# left turn/about turn



## Mark Ryden (Mar 25, 2009)

Looking for ways to do the left turn or turn about for the BH. Everything else is done not sure why I waited for this for the last thing, but need help getting started.


----------



## Chris Michalek (Feb 13, 2008)

Mark Ryden said:


> Looking for ways to do the left turn or turn about for the BH. Everything else is done not sure why I waited for this for the last thing, but need help getting started.



train with a wall


----------



## Angie Stark (Jul 10, 2009)

my trainer had me do partial turns and run off and then when it came time for trial and I did the full turn, he was right there with me because he expected a partial turn and quick exit.


----------



## Mike Lauer (Jul 26, 2009)

I had problem with my mali because he is so quick, he figured it was easier for him to beat me to the turn the wrong way because he is so fast. it was very frustrating
I had to go slow and give him a hand signal warning him I was going to about turn then later extinguish the hand signal.

to tighten it up we do an about turn, turning to the left in place then as soon as you are facing 180 degrees you turn right 360 degrees without ever taking a step, the dog has to stay tight

the running away thing sounds interesting, im going to try that


----------



## Faisal Khan (Apr 16, 2009)

One way to teach left and about turns is to,

1. Teach rear end awareness to the dog so he can steer using back legs (many different ways to teach side stepping and the back command)
2. Start standing 90 degree left turns from basic position (dog stays in basic position using his rear legs to steer)

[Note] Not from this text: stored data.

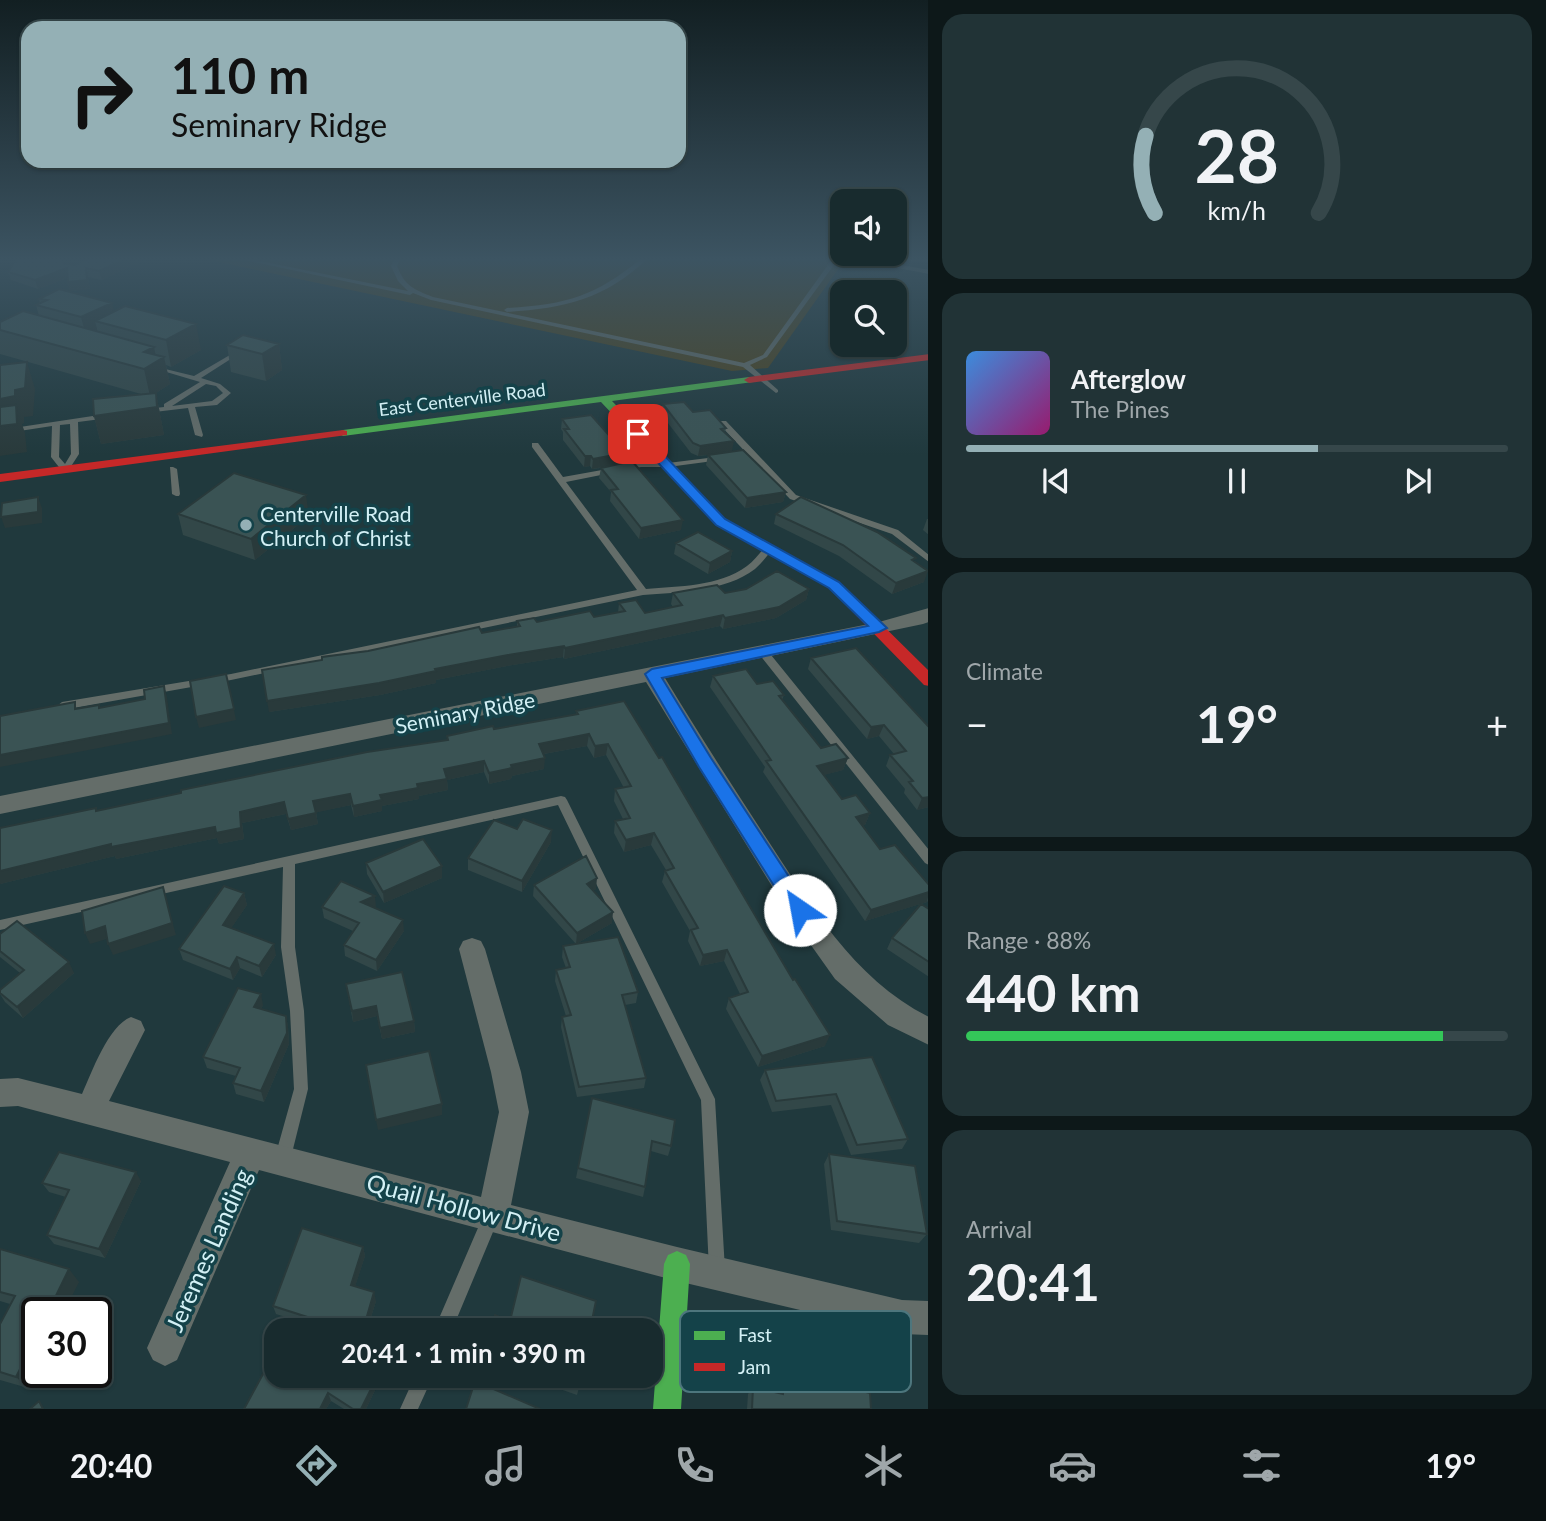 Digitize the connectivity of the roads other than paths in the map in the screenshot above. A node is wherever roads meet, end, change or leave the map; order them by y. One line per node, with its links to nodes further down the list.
1 (553, 324): 6 (lane)
2 (788, 324): 6 (lane)
3 (235, 354): 8 (lane)
4 (928, 358): 9 (main road, East Centerville Road)
5 (143, 363): 8 (lane)
6 (745, 365): 9 (lane)
7 (928, 371): 11 (main road, East Centerville Road)
8 (196, 378): 10 (lane)
9 (763, 379): 11 (lane); 12 (main road, East Centerville Road)
10 (206, 381): 13 (lane); 14 (lane)
11 (776, 391): 16 (main road, East Centerville Road)
12 (605, 400): 16 (main road); 23 (main road, East Centerville Road)
13 (191, 406): 14 (lane); 22 (lane)
14 (164, 408): 15 (lane)
15 (138, 412)
16 (618, 412): 23 (main road, East Centerville Road); 28 (main road)
17 (113, 415): 18 (lane)
18 (74, 421): 19 (lane); 30 (lane)
19 (56, 423): 21 (lane); 30 (lane)
20 (723, 424): 25 (lane)
21 (0, 432)
22 (199, 435)
23 (347, 440): 29 (main road, East Centerville Road); 30 (main road, East Centerville Road)
24 (534, 445): 32 (lane)
25 (752, 454): 26 (lane); 36 (lane)
26 (740, 455)
27 (728, 457): 28 (lane)
28 (668, 465): 32 (lane); 35 (main road)
29 (173, 469): 30 (main road, East Centerville Road); 34 (lane)
30 (64, 476): 31 (main road, East Centerville Road); 33 (main road, East Centerville Road)
31 (0, 478)
32 (562, 480): 37 (lane)
33 (0, 492)
34 (176, 494)
35 (769, 548): 37 (lane); 39 (main road)
36 (928, 560)
37 (643, 592): 43 (lane)
38 (928, 614): 39 (street, Seminary Ridge)
39 (879, 628): 40 (street, Seminary Ridge); 42 (main road)
40 (763, 652): 41 (street, Seminary Ridge); 45 (lane)
41 (652, 674): 44 (street, Seminary Ridge); 50 (street)
42 (928, 681)
43 (54, 708)
44 (0, 805)
45 (928, 860)
46 (289, 862): 47 (lane); 53 (lane); 56 (lane)
47 (0, 925)
48 (472, 949): 54 (street)
49 (131, 1030): 52 (street)
50 (928, 1032)
51 (0, 1093): 52 (street, Quail Hollow Drive)
52 (90, 1111): 53 (street, Quail Hollow Drive)
53 (267, 1156): 54 (street, Quail Hollow Drive); 59 (street, Jeremes Landing)
54 (493, 1215): 55 (street, Quail Hollow Drive); 58 (lane)
55 (677, 1264): 56 (street, Quail Hollow Drive); 62 (main road)
56 (717, 1273): 57 (street, Quail Hollow Drive)
57 (873, 1311)
58 (448, 1318)
59 (165, 1348)
60 (419, 1388): 61 (lane)
61 (410, 1409)
62 (667, 1409) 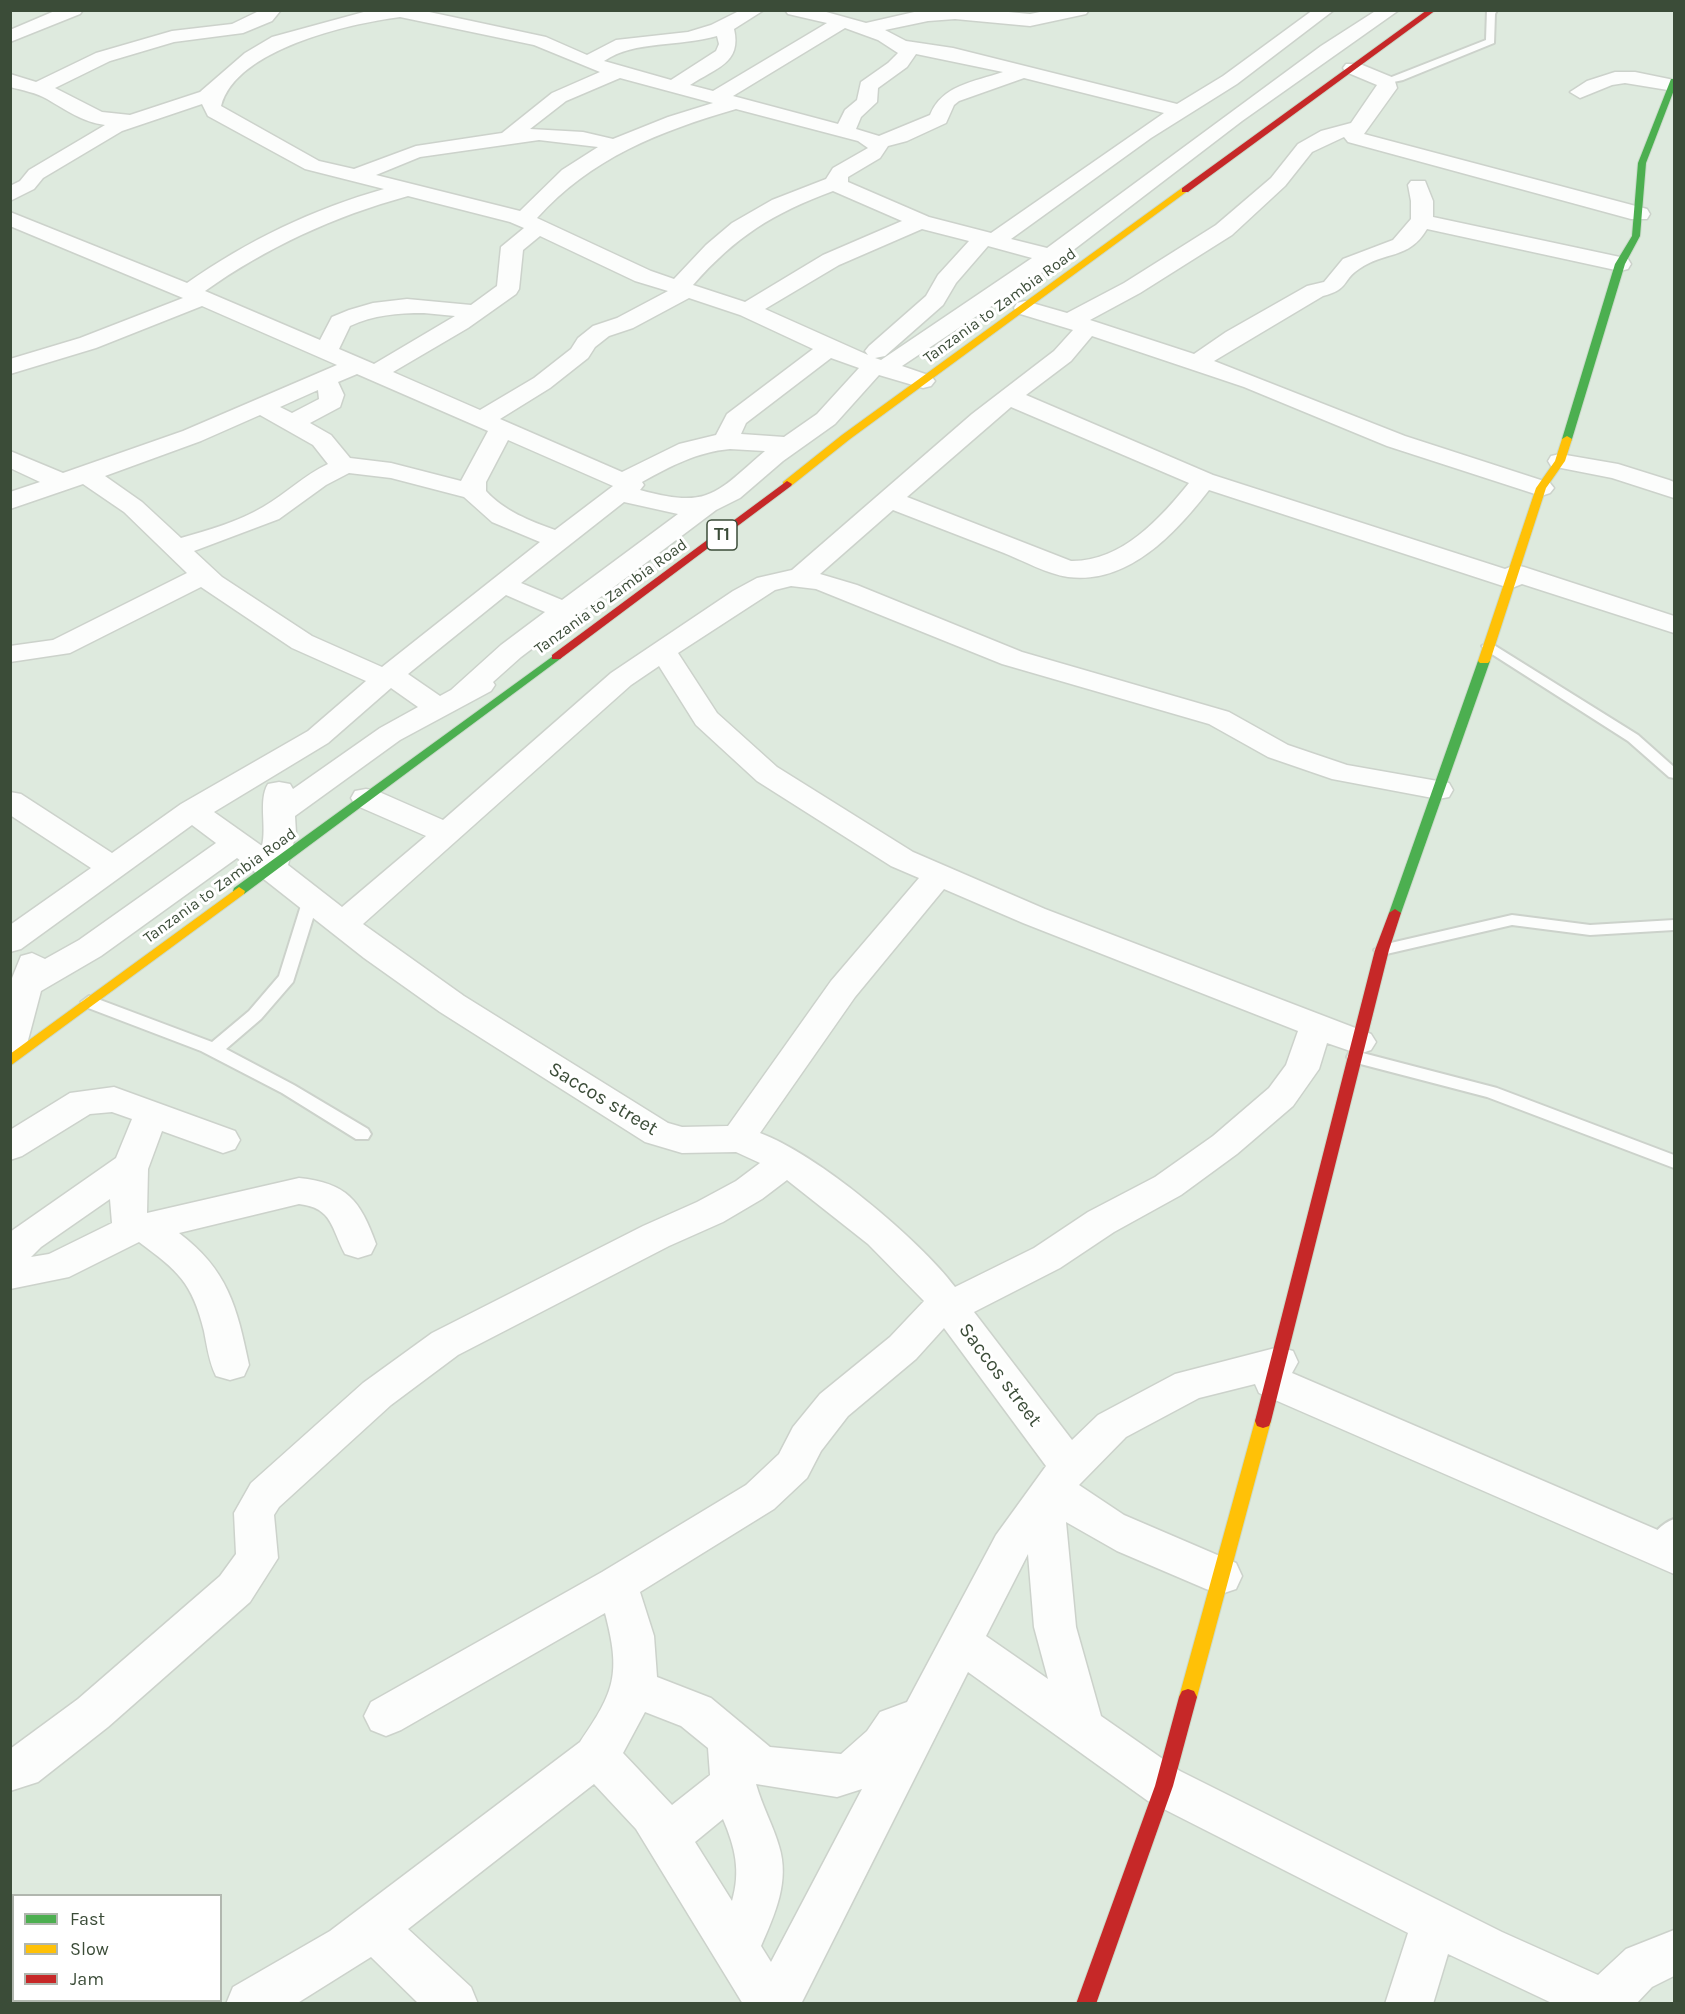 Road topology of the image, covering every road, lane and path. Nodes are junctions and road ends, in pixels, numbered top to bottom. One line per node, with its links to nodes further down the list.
1 (74, 10): 17 (street)
2 (272, 10): 28 (street)
3 (755, 10): 15 (street)
4 (794, 10): 13 (street)
5 (1080, 10): 12 (street)
6 (1325, 10): 14 (street)
7 (1390, 10): 18 (street)
8 (1433, 10): 21 (main road, Tanzania to Zambia Road / T1)
9 (1493, 10): 25 (lane)
10 (406, 12): 20 (street); 29 (street)
11 (925, 13): 12 (street); 16 (street)
12 (972, 13)
13 (842, 22): 16 (street); 31 (street)
14 (1300, 27): 18 (street); 32 (street)
15 (724, 28): 20 (street); 27 (street)
16 (862, 29): 19 (street)
17 (10, 37)
18 (1345, 40): 50 (street)
19 (902, 46): 22 (street); 35 (street)
20 (588, 62): 23 (street)
21 (1353, 68): 25 (street); 54 (main road, Tanzania to Zambia Road / T1)
22 (1024, 70): 32 (street); 37 (street)
23 (620, 72): 27 (street); 36 (street)
24 (10, 80): 28 (street)
25 (1387, 82): 34 (street)
26 (1673, 83): 30 (street); 44 (main road)
27 (674, 87): 31 (street)
28 (38, 89): 33 (street)
29 (214, 91): 33 (street); 39 (street)
30 (1580, 92)
31 (725, 100): 35 (street); 38 (street)
32 (1180, 111): 49 (street)
33 (129, 121): 43 (street)
34 (1357, 127): 44 (street); 57 (street)
35 (845, 131): 37 (street)
36 (508, 139): 38 (street); 39 (street)
37 (876, 143): 40 (street)
38 (613, 145): 47 (street)
39 (353, 177): 42 (street)
40 (837, 182): 48 (street); 52 (street)
41 (1418, 185): 46 (street)
42 (407, 189): 47 (street); 53 (street)
43 (10, 195)
44 (1639, 214): 51 (main road)
45 (10, 218): 53 (street)
46 (1421, 221): 51 (street); 60 (street)
47 (531, 222): 52 (street); 56 (street)
48 (921, 222): 49 (street); 55 (street)
49 (988, 240): 50 (street); 61 (street)
50 (1051, 256): 61 (street)
51 (1620, 264): 73 (main road)
52 (683, 289): 55 (street); 69 (street)
53 (195, 295): 59 (street); 62 (street)
54 (1025, 308): 57 (street); 65 (main road, Tanzania to Zambia Road / T1)
55 (748, 310): 58 (street)
56 (476, 312): 59 (street); 63 (street)
57 (1078, 324): 60 (street); 66 (street)
58 (828, 348): 61 (street); 70 (street)
59 (326, 352): 63 (street)
60 (1196, 363): 78 (street)
61 (874, 366): 65 (street); 71 (street)
62 (10, 367)
63 (366, 369): 64 (street); 69 (street)
64 (325, 379): 67 (street); 68 (street)
65 (923, 381): 95 (main road, Tanzania to Zambia Road / T1)
66 (1009, 397): 76 (street); 81 (street)
67 (261, 406): 68 (street); 75 (street)
68 (292, 421): 74 (street)
69 (490, 425): 77 (street); 80 (street)
70 (725, 442): 71 (street); 77 (street)
71 (789, 445): 83 (street)
72 (10, 458): 75 (street)
73 (1560, 461): 78 (main road); 79 (street)
74 (344, 467): 80 (street); 85 (street)
75 (75, 479): 82 (street); 85 (street)
76 (1204, 480): 81 (street); 87 (street)
77 (622, 487): 83 (street); 84 (street)
78 (1541, 488): 87 (main road)
79 (1674, 491)
80 (473, 492): 84 (street)
81 (889, 499): 88 (street)
82 (10, 501)
83 (707, 506): 90 (street)
84 (559, 540): 89 (street)
85 (176, 548): 86 (street)
86 (204, 575): 94 (street); 96 (street)
87 (1513, 576): 91 (street); 92 (main road)
88 (798, 579): 93 (street); 100 (street)
89 (504, 585): 90 (street); 96 (street)
90 (565, 611): 97 (street)
91 (1674, 625)
92 (1489, 646): 99 (lane); 100 (main road)
93 (663, 651): 105 (street); 109 (street)
94 (10, 654)
95 (534, 674): 97 (street); 101 (main road, Tanzania to Zambia Road / T1)
96 (387, 677): 97 (street); 98 (street)
97 (449, 700): 104 (street)
98 (268, 765): 103 (street); 104 (street)
99 (1674, 774)
100 (1438, 790): 115 (main road)
101 (366, 798): 105 (street); 108 (main road, Tanzania to Zambia Road / T1)
102 (10, 801): 107 (street)
103 (192, 811): 106 (street, Saccos street); 107 (street)
104 (280, 813): 108 (street)
105 (448, 834): 112 (street)
106 (237, 843): 108 (street, Saccos street); 110 (street)
107 (111, 868): 110 (street); 114 (street)
108 (272, 868): 111 (street, Saccos street); 117 (main road, Tanzania to Zambia Road / T1)
109 (939, 875): 118 (street); 125 (street)
110 (165, 893): 116 (street)
111 (311, 899): 112 (street, Saccos street); 120 (lane)
112 (342, 924): 125 (street, Saccos street)
113 (1674, 925): 115 (lane)
114 (16, 938): 116 (street)
115 (1382, 950): 121 (main road)
116 (28, 984): 119 (street)
117 (89, 1002): 120 (lane); 122 (main road, Tanzania to Zambia Road / T1)
118 (1316, 1026): 121 (street); 135 (street)
119 (10, 1044)
120 (214, 1050): 124 (lane)
121 (1357, 1050): 129 (lane); 137 (main road)
122 (10, 1060)
123 (153, 1112): 126 (street); 127 (street); 130 (street)
124 (362, 1134)
125 (738, 1139): 128 (street, Saccos street)
126 (223, 1140)
127 (10, 1147)
128 (786, 1162): 135 (street, Saccos street); 149 (street)
129 (1674, 1162)
130 (131, 1166): 131 (street); 133 (street)
131 (138, 1229): 132 (street); 134 (street); 136 (street)
132 (358, 1244)
133 (10, 1256)
134 (10, 1275)
135 (947, 1305): 138 (street, Saccos street); 141 (street)
136 (230, 1365)
137 (1276, 1372): 138 (street); 139 (street); 140 (main road)
138 (1055, 1484): 140 (street, Saccos street); 142 (street); 146 (street)
139 (1668, 1544)
140 (1221, 1576): 151 (main road)
141 (617, 1585): 143 (street); 144 (street)
142 (960, 1642): 145 (street); 146 (street)
143 (635, 1688): 147 (street); 148 (street)
144 (386, 1716)
145 (920, 1721): 147 (street); 161 (street)
146 (1082, 1727): 151 (street)
147 (730, 1740): 150 (street)
148 (596, 1756): 152 (street); 154 (street)
149 (10, 1771)
150 (734, 1783): 152 (street); 155 (street)
151 (1164, 1786): 153 (street); 162 (main road)
152 (666, 1838): 155 (street)
153 (1435, 1922): 157 (street); 163 (street)
154 (373, 1928): 158 (street); 159 (street)
155 (735, 1949): 160 (street)
156 (1674, 1953): 157 (street)
157 (1607, 2003)
158 (250, 2004)
159 (454, 2004)
160 (770, 2004)
161 (775, 2004)
162 (1086, 2004)
163 (1409, 2004)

The about turn is just 2 left turns executed together.


----------



## Maren Bell Jones (Jun 7, 2006)

Mike Lauer said:


> I had problem with my mali because he is so quick, he figured it was easier for him to beat me to the turn the wrong way because he is so fast. it was very frustrating
> I had to go slow and give him a hand signal warning him I was going to about turn then later extinguish the hand signal.
> 
> to tighten it up we do an about turn, turning to the left in place then as soon as you are facing 180 degrees you turn right 360 degrees without ever taking a step, the dog has to stay tight
> ...


In addition, if you're heeling with attention with your Mal, try turning your shoulders towards your turn about half a second before you turn your whole body as the signal. Then you can do it with just turning your head, then turning with just your eyes as the signal.


----------



## Jennifer Coulter (Sep 18, 2007)

Faisal Khan said:


> One way to teach left and about turns is to,
> 
> 1. Teach rear end awareness to the dog so he can steer using back legs (many different ways to teach side stepping and the back command)
> 2. Start standing 90 degree left turns from basic position (dog stays in basic position using his rear legs to steer)
> ...


This is what I did with my new pup. Worked out very well. Cued with turning my head to the left.


----------



## Bob Scott (Mar 30, 2006)

I've taught the right about turn (AKC) and both left about turns (Schutzhund go around and the flip) to Thunder. The only difference is my foot work and very slight body cues. It keeps me thinking!
Get consistent in you foot work and whatever method you use will come easy for the dog.


----------



## Julie Kinsey (Feb 10, 2008)

Somehow, both my little bitches have ended up bucking or popping up on lefts, so here's what I've been doing with them.
http://www.youtube.com/watch?v=FhBzsT0-aMQ

Julie Kinsey


----------



## Joby Becker (Dec 13, 2009)

hold the leash in such a way that you can give the dogs rear a smack with it to encourage it to go around...or use a rod...
just kidding...maybe


----------



## Bob Scott (Mar 30, 2006)

Julie Kinsey said:


> Somehow, both my little bitches have ended up bucking or popping up on lefts, so here's what I've been doing with them.
> http://www.youtube.com/watch?v=FhBzsT0-aMQ
> 
> Julie Kinsey


Nice!
Julie, try and stand straighter. You may very well be giving the dog it's cue by being bent over it. 
During competition the dog could be confused if it sees a different sight picture.


----------



## susan tuck (Mar 28, 2006)

http://www.youtube.com/watch?v=4b27-VYuZ18


----------



## Joby Becker (Dec 13, 2009)

susan tuck said:


> http://www.youtube.com/watch?v=4b27-VYuZ18


----------



## Tamara Champagne (Jan 20, 2009)

Faisal Khan said:


> One way to teach left and about turns is to,
> 
> 1. Teach rear end awareness to the dog so he can steer using back legs (many different ways to teach side stepping and the back command)
> 2. Start standing 90 degree left turns from basic position (dog stays in basic position using his rear legs to steer)
> ...


 
I basically did this as well, with great results. I started teaching the dog a touch pad though, and then while it was still raised ( a horse feed bucket) I taught the dog to move in both directions with their rear legs around the touch pad.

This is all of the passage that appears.